BRAND RATE OF DRAWBACK:
It is not possible to fix All Industry Rate for all the products. It cannot be fixed for special type of products. In such cases, Brand Rate is fixed.[18] The manufacturer has to submit application with all details to Commissioner, Central Excise. Such application must be made within 60 days of export.

SPECIAL BRAND RATE OF DRAWBACK:
All Industry Rate is fixed on average basis. Thus, a particular manufacture or exporter may find that the actual custom duty paid is higher than All Industry Rate fixed for his product. In such case, he can apply under Rule 7 of Drawback Rules for fixation of Special Brand Rate, within 30 days from export.
The conditions for eligibility are:
             ·          The All Industry Rate should be less than 80% of the duties paid by him.
             ·          Rate should not be less than 1% of FOB value of product except when amount of drawback per shipment is more than Rs. 500.
             ·          Export value is not less than the value of imported material used in them i.e. there should not be ‘negative value addition’.
The provisions of section 16, or sub-section (2) of section 83, of the Customs Act, 1962 shall determine the amount or rate of drawback applicable to any goods exported under these rules.[19] Where the amount or rate of drawback is allowed with retrospective effect, such amount or rate shall be allowed from such date as may be specified by the Central Government by notification in the Official Gazette which shall not be earlier than the date of changes in the rates of duty on inputs or tax on input services used in the export goods.[20]

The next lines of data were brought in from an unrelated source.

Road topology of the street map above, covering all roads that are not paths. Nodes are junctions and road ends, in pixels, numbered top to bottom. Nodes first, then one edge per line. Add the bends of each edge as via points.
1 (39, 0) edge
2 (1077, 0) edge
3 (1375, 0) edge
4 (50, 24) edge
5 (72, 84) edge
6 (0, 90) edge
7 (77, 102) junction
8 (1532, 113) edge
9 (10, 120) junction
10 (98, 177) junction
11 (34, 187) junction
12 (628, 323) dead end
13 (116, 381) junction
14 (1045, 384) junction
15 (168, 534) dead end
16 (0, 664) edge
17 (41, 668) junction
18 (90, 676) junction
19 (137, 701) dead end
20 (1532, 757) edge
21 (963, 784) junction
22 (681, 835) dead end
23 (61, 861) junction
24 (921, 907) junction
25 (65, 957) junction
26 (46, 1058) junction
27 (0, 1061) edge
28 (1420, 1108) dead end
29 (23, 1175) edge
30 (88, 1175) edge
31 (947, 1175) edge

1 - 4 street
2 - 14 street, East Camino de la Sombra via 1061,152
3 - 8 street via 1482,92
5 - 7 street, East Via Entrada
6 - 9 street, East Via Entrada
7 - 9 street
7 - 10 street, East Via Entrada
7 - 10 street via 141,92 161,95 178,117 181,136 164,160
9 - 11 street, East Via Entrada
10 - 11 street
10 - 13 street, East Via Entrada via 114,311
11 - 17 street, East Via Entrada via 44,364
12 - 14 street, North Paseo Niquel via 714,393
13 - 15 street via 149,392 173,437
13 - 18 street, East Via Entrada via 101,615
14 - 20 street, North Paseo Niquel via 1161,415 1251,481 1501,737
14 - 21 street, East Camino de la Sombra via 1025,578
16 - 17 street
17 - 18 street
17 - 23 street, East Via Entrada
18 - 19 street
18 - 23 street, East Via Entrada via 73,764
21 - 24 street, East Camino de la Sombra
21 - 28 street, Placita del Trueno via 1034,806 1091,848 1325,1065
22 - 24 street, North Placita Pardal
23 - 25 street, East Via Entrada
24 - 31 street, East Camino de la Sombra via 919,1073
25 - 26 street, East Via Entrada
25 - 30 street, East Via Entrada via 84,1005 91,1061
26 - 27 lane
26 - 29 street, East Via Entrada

Where no amount or rate of drawback has been determined in respect of any goods, any manufacturer or exporter of such goods may, within sixty days from the date relevant for the applicability of the amount or rate of drawback in terms of sub-rule (3) of rule (5), apply in writing to the Commissioner of Central Excise or the Commissioner of Customs and Central Excise for determination of the amount or rate of drawback.[21] On receipt of such application the Commissioner of Central Excise or the Commissioner of Customs and Central Excise determine the amount or rate of drawback in respect of such goods.[22]
Where the manufacturer or exporter finds that the amount or rate of drawback determined for the class of goods is less than four-fifth of the duties or taxes paid on the materials, he may within sixty days from the date relevant for the applicability of the amount or rate of drawback, make an application in writing to the Commissioner of Customs and Central Excise for determination of the amount or rate of drawback stating all relevant facts.[23]

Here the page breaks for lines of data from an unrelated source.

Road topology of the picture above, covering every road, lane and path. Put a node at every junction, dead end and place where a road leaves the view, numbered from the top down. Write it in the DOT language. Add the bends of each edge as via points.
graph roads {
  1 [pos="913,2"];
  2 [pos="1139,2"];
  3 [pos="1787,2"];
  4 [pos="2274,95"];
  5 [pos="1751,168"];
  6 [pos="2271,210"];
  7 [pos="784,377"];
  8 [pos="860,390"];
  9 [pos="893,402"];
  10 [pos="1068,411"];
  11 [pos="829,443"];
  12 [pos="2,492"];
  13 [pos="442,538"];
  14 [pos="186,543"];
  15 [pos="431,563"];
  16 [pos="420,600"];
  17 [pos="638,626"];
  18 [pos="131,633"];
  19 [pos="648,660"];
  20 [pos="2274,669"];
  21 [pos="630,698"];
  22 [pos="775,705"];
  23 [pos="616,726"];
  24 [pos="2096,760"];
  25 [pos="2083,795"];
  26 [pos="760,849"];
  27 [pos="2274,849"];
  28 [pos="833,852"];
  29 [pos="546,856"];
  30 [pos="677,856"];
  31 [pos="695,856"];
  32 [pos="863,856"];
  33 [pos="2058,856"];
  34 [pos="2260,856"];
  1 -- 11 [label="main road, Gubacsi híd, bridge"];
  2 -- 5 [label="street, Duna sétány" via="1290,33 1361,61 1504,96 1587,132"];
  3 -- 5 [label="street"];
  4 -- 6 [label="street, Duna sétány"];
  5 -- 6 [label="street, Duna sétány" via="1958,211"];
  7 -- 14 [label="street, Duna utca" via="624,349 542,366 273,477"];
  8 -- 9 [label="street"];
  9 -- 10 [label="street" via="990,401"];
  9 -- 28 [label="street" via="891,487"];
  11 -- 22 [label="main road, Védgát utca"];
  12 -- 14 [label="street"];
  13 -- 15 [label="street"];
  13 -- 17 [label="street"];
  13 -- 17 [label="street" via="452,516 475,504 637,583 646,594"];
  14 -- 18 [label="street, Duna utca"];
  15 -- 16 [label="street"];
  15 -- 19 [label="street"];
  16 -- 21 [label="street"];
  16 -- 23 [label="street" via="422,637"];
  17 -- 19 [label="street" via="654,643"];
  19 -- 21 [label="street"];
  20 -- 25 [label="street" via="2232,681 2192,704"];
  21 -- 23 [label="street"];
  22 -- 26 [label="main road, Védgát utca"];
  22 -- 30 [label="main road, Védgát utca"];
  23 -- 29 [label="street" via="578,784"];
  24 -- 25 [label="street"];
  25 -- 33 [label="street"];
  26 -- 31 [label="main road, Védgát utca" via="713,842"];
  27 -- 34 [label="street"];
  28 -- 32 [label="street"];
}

INTEREST ON DUTY DRAWBACK:
Duty drawback must be paid within one month. If not so paid, interest is payable to the claimant at the rate fixed under section 27A from the date after the expiry of such period.[24]The interest rate will be between 10% to 30% as may be fixed by Board from time to time.[25] If the drawback claim is deficient, the interest will commence only after all required papers are submitted.
Where any drawback has been paid to the claimant erroneously or it becomes otherwise recoverable under this Act, the claimant shall, within a period of two months from the date of demand, pay in addition to the said amount of drawback, interest at the rate fixed under section 28AA and the amount of interest shall be calculated for the period beginning from the date of payment of such drawback to the claimant till the date of recovery of such drawback.[26]

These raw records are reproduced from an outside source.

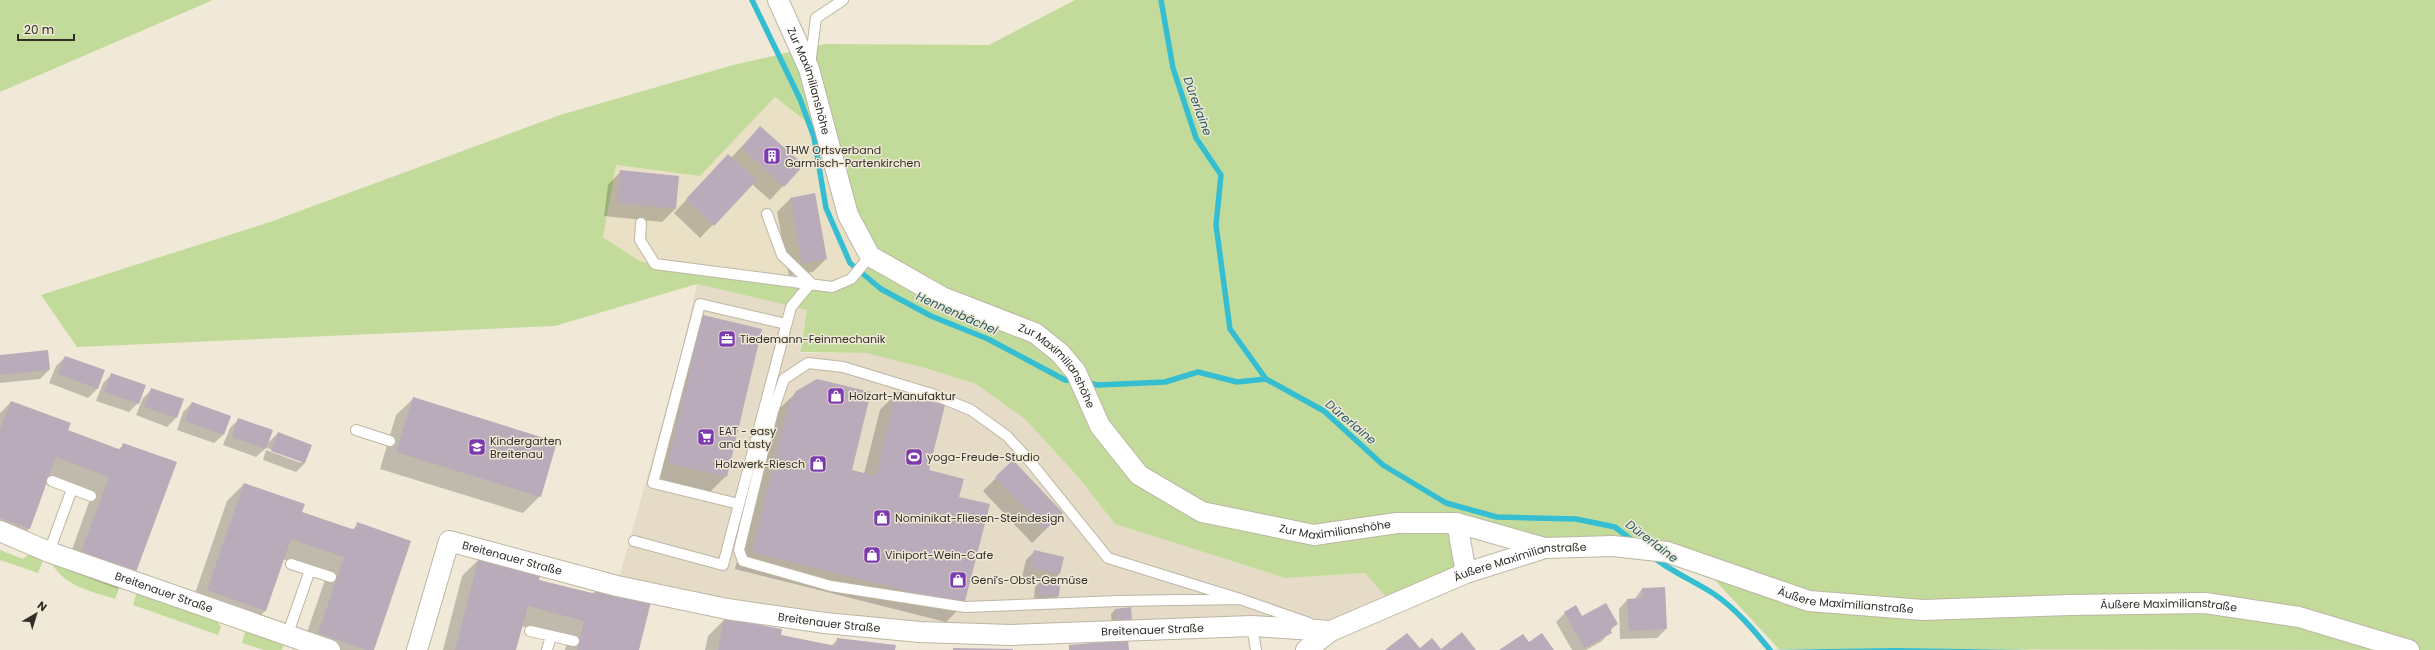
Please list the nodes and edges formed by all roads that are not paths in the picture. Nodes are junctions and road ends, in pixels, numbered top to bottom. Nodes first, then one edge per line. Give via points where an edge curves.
1 (778, 0) edge
2 (843, 0) edge
3 (810, 69) junction
4 (767, 214) dead end
5 (641, 223) dead end
6 (868, 259) junction
7 (811, 283) junction
8 (786, 324) junction
9 (356, 430) dead end
10 (390, 441) dead end
11 (52, 482) dead end
12 (72, 489) junction
13 (91, 496) dead end
14 (739, 504) junction
15 (1457, 523) junction
16 (0, 531) edge
17 (634, 541) dead end
18 (1545, 548) junction
19 (49, 552) junction
20 (291, 564) dead end
21 (310, 570) junction
22 (1466, 573) junction
23 (331, 577) dead end
24 (1240, 599) junction
25 (1252, 626) junction
26 (530, 630) dead end
27 (1331, 631) junction
28 (287, 636) junction
29 (551, 636) junction
30 (574, 641) dead end
31 (330, 650) edge
32 (416, 650) edge
33 (547, 650) edge
34 (1256, 650) edge
35 (1306, 650) edge
36 (2409, 650) edge

1 - 3 street, Zur Maximilianshöhe
2 - 3 lane via 816,18
3 - 6 street, Zur Maximilianshöhe via 848,215
4 - 7 lane via 782,255
5 - 7 lane via 640,240 656,264
6 - 7 lane via 851,279 832,287
6 - 15 street, Zur Maximilianshöhe via 942,297 1035,334 1060,353 1076,372 1100,426 1139,475 1202,512 1314,535 1397,523
7 - 8 lane via 791,307
8 - 14 lane
8 - 14 lane via 700,304 653,483
9 - 10 lane
11 - 12 lane
12 - 13 lane
12 - 19 lane
14 - 17 lane via 723,565
15 - 18 street, Zur Maximilianshöhe
15 - 22 street
16 - 19 street, Breitenauer Straße
18 - 22 street, Äußere Maximilianstraße
18 - 36 street, Äußere Maximilianstraße via 1613,546 1667,552 1809,601 1923,610 2070,604 2205,603 2299,617
19 - 28 street, Breitenauer Straße
20 - 21 lane
21 - 23 lane
21 - 28 lane
22 - 27 street, Äußere Maximilianstraße
24 - 24 lane via 1108,558 1007,436 971,410 932,394 843,367 808,364 784,379 773,411 739,550 742,561 831,586 964,607 1118,600
24 - 27 lane
25 - 27 street, Breitenauer Straße
25 - 32 street, Breitenauer Straße via 1011,635 920,632 825,623 727,609 617,586 449,541
25 - 34 lane
26 - 29 lane
27 - 35 street, Äußere Maximilianstraße
28 - 31 street, Breitenauer Straße
29 - 30 lane
29 - 33 lane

PROHIBITION OF DUTY DRAWBACK IN CERTAIN CASES:
As per Section 76 no drawback shall be allowed in respect of any goods the market-price of the goods is less than the amount of drawback; or where the drawback due in respect of any goods is less than fifty rupees.
In case of Om Prakash Bhatia v. Commissioner of Customs, Delhi[27] the Division Bench of the Court observed that for the purpose of getting drawback, the relevant consideration is the market price of the goods. But here market price is a price prevailing in the country and not the price of the goods which the exporter expects to receive from the overseas purchaser.
No amount or rate of drawback shall be determined in respect of any of the goods falling within Chapter 72 or heading 1006 or 2523 of the First Schedule to the Customs Tariff Act, 1975.[28] No amount or rate of drawback shall be determined in respect of any goods under rule 6 or rule 7, if the export value of each of such goods in the bill of export or shipping bill is less than the value of the imported materials used in the manufacture of such goods.[29]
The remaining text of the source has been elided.